The chance encounter, if chance it was as Gildor Inglorion observes, probably saves the hobbits from the Black Rider, the Nazgûl, most deadly of the servants of the Dark Lord. When Gildor and his company realise what it was from which they had inadvertently rescued Frodo and his companions they decide to take them under their protection and so the hobbits spend the night in a place of wonder.

In last week’s post we saw how Frodo begins to learn about the strangeness of a world that he had thought familiar. Gildor corrects Frodo when he speaks of “our own Shire”. “The wide world is all about you;” he says, “you can fence yourselves in, but you cannot forever fence it out.”
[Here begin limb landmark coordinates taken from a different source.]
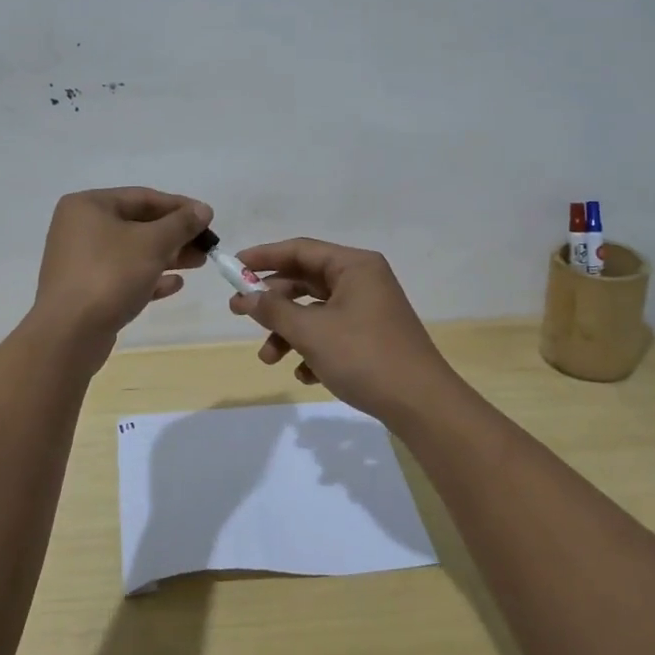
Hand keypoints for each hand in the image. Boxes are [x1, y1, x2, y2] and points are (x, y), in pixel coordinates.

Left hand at [33, 187, 211, 341]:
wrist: (69, 334)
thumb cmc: (110, 275)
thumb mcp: (152, 243)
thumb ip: (181, 224)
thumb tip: (203, 209)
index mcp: (88, 206)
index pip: (142, 197)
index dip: (179, 206)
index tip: (208, 218)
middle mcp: (80, 228)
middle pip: (137, 224)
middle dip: (175, 234)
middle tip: (207, 245)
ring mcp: (81, 261)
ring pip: (132, 252)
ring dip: (167, 256)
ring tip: (199, 263)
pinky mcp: (86, 290)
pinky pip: (123, 276)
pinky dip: (149, 277)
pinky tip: (176, 284)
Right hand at [229, 238, 461, 420]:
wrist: (421, 404)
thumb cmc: (364, 356)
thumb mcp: (311, 332)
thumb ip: (274, 310)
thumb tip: (246, 297)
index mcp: (354, 266)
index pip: (300, 249)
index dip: (264, 257)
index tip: (233, 267)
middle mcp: (363, 281)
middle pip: (306, 281)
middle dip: (272, 302)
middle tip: (238, 313)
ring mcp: (369, 310)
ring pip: (316, 312)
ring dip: (289, 332)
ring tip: (269, 359)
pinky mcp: (372, 338)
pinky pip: (332, 333)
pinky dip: (313, 349)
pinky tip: (305, 374)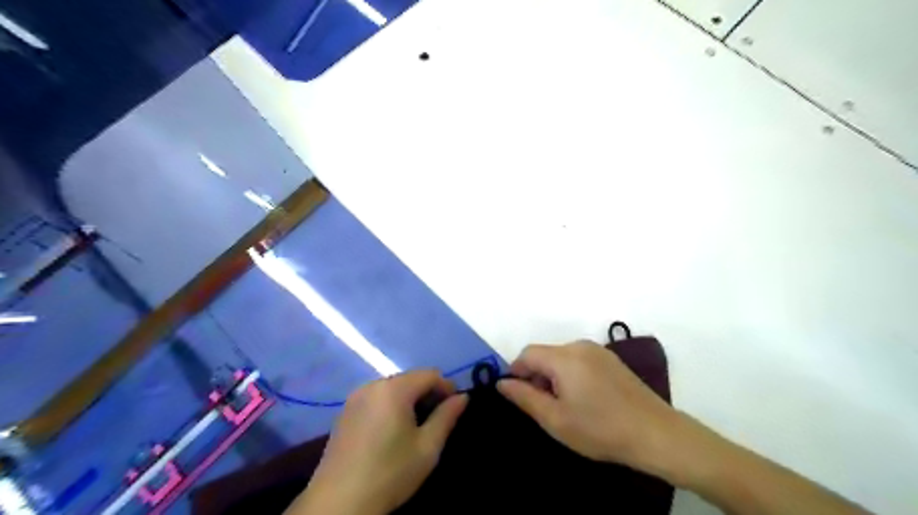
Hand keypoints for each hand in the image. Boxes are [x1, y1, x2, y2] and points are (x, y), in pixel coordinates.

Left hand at [289, 369, 465, 514]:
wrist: (339, 503)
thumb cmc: (390, 473)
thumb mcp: (427, 448)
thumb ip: (447, 417)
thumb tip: (462, 397)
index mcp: (394, 389)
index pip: (430, 374)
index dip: (447, 387)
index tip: (455, 407)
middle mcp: (373, 385)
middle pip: (410, 378)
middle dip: (428, 393)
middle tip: (438, 418)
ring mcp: (356, 397)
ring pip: (393, 387)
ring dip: (409, 399)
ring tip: (417, 425)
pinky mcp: (345, 411)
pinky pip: (376, 397)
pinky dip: (391, 405)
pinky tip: (392, 429)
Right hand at [499, 341, 675, 473]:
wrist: (656, 434)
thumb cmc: (600, 429)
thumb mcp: (555, 419)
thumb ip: (524, 397)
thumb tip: (502, 382)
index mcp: (564, 357)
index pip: (527, 354)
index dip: (516, 372)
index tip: (517, 395)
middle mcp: (580, 346)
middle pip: (545, 354)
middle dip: (535, 375)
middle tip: (541, 406)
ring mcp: (598, 351)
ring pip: (561, 357)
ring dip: (553, 376)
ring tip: (563, 405)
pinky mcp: (611, 359)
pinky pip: (579, 360)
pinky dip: (570, 374)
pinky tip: (583, 399)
And the inability of hobbits and of ourselves too to fence the world out is a reason for thankfulness. It may be that enemies can enter the Shire but so too can friends, and in the case of the High Elves they are such friends as bring blessing beyond conceiving. For the hobbits that night in Woody End this blessing contains protection of course, but also for Sam it is the beginning of the fulfillment of a life long yearning. He has always wanted to see Elves and now they stand before him. The expression on his face, we are told, is one “half of fear and half of astonished joy”. And as for Pippin the whole thing is perhaps too much for him now. He is soon fast asleep but it begins an education that will make him a mighty hero.

And this is so for Frodo too. Gildor names him Elf Friend and this is not a title lightly given. Elrond of Rivendell will later say this of him at the Council that “though all the mighty elf-friends of old, Hador, and Húrin, and Túrin, and Beren himself were assembled together, your seat should be among them.” The elves gave this title for those heroes who made common cause with them in the age long struggle against the dark. Elrond names some of them whose stories are told in The Silmarillion and other places but he could also have named his own father, Eàrendil, and Elendil, high king of Gondor and Arnor and Aragorn too.
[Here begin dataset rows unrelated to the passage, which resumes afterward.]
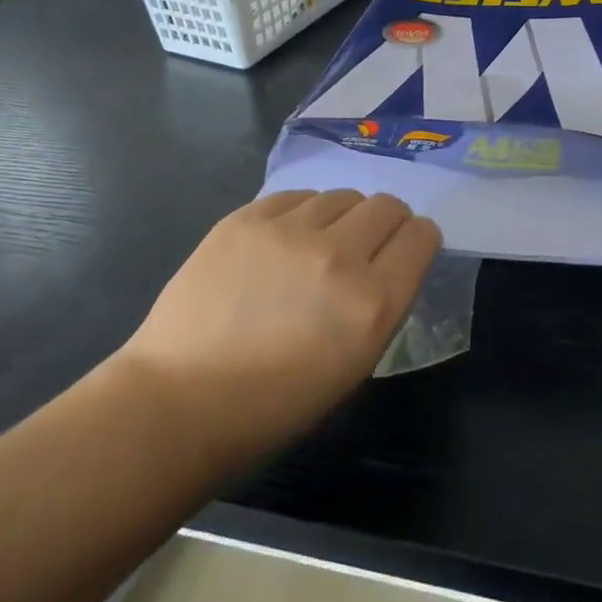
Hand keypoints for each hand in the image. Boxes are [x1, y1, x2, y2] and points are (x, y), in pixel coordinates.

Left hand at [119, 190, 439, 470]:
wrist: (180, 401)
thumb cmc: (273, 405)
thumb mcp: (353, 367)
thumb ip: (380, 305)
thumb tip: (386, 263)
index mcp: (373, 304)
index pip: (422, 237)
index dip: (418, 241)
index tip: (405, 252)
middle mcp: (339, 256)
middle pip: (387, 206)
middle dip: (387, 223)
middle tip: (364, 247)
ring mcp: (289, 231)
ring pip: (342, 195)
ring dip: (342, 218)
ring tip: (317, 246)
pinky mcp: (247, 218)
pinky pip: (296, 196)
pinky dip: (301, 214)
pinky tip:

And why is Frodo named among them? He is not a mighty warrior, doing great deeds in battle. He will never sweep all his enemies from the field in a glorious charge of knights. It is not for this reason that Elrond names him among the company of heroes. No, the reason why Frodo is so named is because of the deed that he offers to do and the price that he is prepared to pay in order to do it. Gildor rightly judges that Frodo does not yet know the full scale of this but one might say that this was true of Beren before he set out to win a silmaril from the iron crown of Morgoth. But like Beren Frodo has made the great choice. He will accomplish the task that he chooses to do and is in turn chosen for or he will be overthrown or even die in the attempt.

And the task is truly great as well. He will seek to destroy the Ring which, if it were to fall into the hands of the Dark Lord, would lead to the final victory of darkness over Middle-earth. Day by day he will conquer his fear. Day by day he will fight the growing desire of the Ring to return to its maker, a desire that will make the carrying of this burden intolerable. Eventually he will be cast down by the Ring but this will not happen until another undreamt of means will be provided to accomplish the Ring’s destruction.

It is for this reason that Elrond will confirm that he is truly an Elf-friend. Gildor knows far less than Elrond but even without the knowledge that Elrond has he perceives the greatness of the story in which he was been called upon to play a part and the greatness of the person who he has taken under his protection as well.